De ministers van Milieu van de lidstaten van de Europese Unie hebben op 2 maart tijdens een bijeenkomst in Brussel een verbod op de teelt van genetisch gemodificeerde maïs in Hongarije en Oostenrijk gesteund. Tot ergernis van de Europese Commissie handhaven Oostenrijk en Hongarije al jaren een verbod op de teelt van MON810, een genetisch gemodificeerde maïssoort van het Amerikaanse concern Monsanto. De twee landen maken gebruik van een voorzorgsclausule omdat ze vrezen dat de maïssoort een bedreiging kan vormen voor het milieu.
De Europese Commissie probeerde op de bijeenkomst van de Europese milieuministers in Brussel een opheffing van de voorzorgsmaatregel in Hongarije en Oostenrijk te forceren, maar dat mislukte. Een gekwalificeerde meerderheid van de lidstaten steunde het moratorium in beide landen. Alleen Groot-Brittannië, Zweden, Denemarken, Nederland en Estland schaarden zich achter het standpunt van de Europese Commissie.
MON810 is al sinds 1998 toegelaten in de Europese landbouw, maar wordt pas sinds 2003 in 7 landen in de EU geteeld. De teelt van de maïs met een ingebouwde resistentie tegen de maïswortelboorder ligt echter nog steeds onder vuur. Frankrijk besloot vorig jaar de voorzorgsmaatregel in te roepen, en ook in Duitsland gaan stemmen op om de toelating van de maïssoort opnieuw te bekijken.
De Europse Commissie verwijst naar een wetenschappelijk advies van de Europese voedselveilgheidsautoriteit EFSA, dat stelt dat de teelt van MON810 geen risico's inhoudt. De Commissie is daarnaast gevoelig voor de druk binnen de Wereldhandelsorganisatie, waar belangrijke handelspartners steeds minder begrip opbrengen voor de weerbarstige houding van de EU ten opzichte van genetisch gemodificeerde producten.

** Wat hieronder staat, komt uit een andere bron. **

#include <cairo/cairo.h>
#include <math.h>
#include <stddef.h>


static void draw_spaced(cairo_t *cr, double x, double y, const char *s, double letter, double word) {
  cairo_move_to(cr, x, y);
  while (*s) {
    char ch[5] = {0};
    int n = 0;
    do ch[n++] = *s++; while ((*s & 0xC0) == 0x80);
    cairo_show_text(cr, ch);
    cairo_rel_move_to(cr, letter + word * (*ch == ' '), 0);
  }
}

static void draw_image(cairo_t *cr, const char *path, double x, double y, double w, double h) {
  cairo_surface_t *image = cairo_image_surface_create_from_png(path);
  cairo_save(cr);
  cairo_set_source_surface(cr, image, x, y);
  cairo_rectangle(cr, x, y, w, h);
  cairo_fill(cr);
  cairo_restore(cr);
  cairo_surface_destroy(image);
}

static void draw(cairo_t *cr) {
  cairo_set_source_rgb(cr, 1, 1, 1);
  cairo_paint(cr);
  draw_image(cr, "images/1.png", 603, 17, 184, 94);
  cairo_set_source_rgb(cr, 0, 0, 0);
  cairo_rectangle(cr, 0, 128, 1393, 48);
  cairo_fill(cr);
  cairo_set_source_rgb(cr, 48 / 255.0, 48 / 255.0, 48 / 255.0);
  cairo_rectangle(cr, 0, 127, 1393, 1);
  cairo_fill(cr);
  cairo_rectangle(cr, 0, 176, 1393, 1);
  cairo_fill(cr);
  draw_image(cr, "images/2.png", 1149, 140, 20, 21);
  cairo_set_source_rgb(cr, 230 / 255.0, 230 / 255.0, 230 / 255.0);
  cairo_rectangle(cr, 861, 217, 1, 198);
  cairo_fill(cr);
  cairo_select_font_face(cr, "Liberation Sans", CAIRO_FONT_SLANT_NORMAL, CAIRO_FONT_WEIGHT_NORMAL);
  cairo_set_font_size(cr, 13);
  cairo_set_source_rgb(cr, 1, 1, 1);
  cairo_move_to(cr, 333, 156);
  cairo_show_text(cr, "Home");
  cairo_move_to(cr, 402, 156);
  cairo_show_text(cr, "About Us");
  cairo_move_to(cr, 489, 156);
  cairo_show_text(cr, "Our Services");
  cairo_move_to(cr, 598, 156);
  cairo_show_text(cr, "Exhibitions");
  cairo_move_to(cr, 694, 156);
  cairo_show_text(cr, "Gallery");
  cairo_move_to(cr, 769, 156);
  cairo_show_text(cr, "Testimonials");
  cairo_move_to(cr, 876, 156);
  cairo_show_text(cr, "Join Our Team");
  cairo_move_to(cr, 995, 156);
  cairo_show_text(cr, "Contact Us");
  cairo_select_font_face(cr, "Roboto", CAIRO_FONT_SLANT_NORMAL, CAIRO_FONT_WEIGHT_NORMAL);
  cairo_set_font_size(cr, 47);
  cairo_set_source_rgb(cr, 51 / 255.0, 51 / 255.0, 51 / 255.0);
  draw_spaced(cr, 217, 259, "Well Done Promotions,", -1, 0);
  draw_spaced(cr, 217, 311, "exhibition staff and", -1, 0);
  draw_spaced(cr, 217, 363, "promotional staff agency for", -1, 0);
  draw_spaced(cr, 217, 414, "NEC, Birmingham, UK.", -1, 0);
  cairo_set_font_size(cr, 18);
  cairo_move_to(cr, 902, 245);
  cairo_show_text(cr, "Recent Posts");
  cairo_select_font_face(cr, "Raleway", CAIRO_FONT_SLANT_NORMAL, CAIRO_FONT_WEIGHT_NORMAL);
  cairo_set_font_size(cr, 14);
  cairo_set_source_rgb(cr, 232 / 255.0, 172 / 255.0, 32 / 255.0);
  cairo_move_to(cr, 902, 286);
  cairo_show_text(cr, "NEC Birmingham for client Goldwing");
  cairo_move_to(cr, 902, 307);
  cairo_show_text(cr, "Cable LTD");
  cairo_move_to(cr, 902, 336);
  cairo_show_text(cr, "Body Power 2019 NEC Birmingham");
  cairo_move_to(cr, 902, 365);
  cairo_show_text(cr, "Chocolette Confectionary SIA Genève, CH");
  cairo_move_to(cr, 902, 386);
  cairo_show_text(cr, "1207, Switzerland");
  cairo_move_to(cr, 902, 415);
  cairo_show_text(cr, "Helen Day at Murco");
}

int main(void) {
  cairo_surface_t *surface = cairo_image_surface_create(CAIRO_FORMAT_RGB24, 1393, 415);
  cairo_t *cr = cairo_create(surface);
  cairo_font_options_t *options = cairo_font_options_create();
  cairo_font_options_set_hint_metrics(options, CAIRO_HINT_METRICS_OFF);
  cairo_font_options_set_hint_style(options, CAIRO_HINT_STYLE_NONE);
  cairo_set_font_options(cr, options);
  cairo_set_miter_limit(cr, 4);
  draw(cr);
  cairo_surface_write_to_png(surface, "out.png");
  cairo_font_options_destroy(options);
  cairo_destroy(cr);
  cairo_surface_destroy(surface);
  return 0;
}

Het is inmiddels de vierde keer op rij dat de lidstaten een verzoek van de Europese Commissie tot opheffing van nationale voorzorgsmaatregelen van de hand wijzen. Eurocommissaris Dimas is echter van mening dat hij wettelijk gebonden is om procedures te lanceren tegen voorzorgsmaatregelen die wetenschappelijk niet gerechtvaardigd zijn.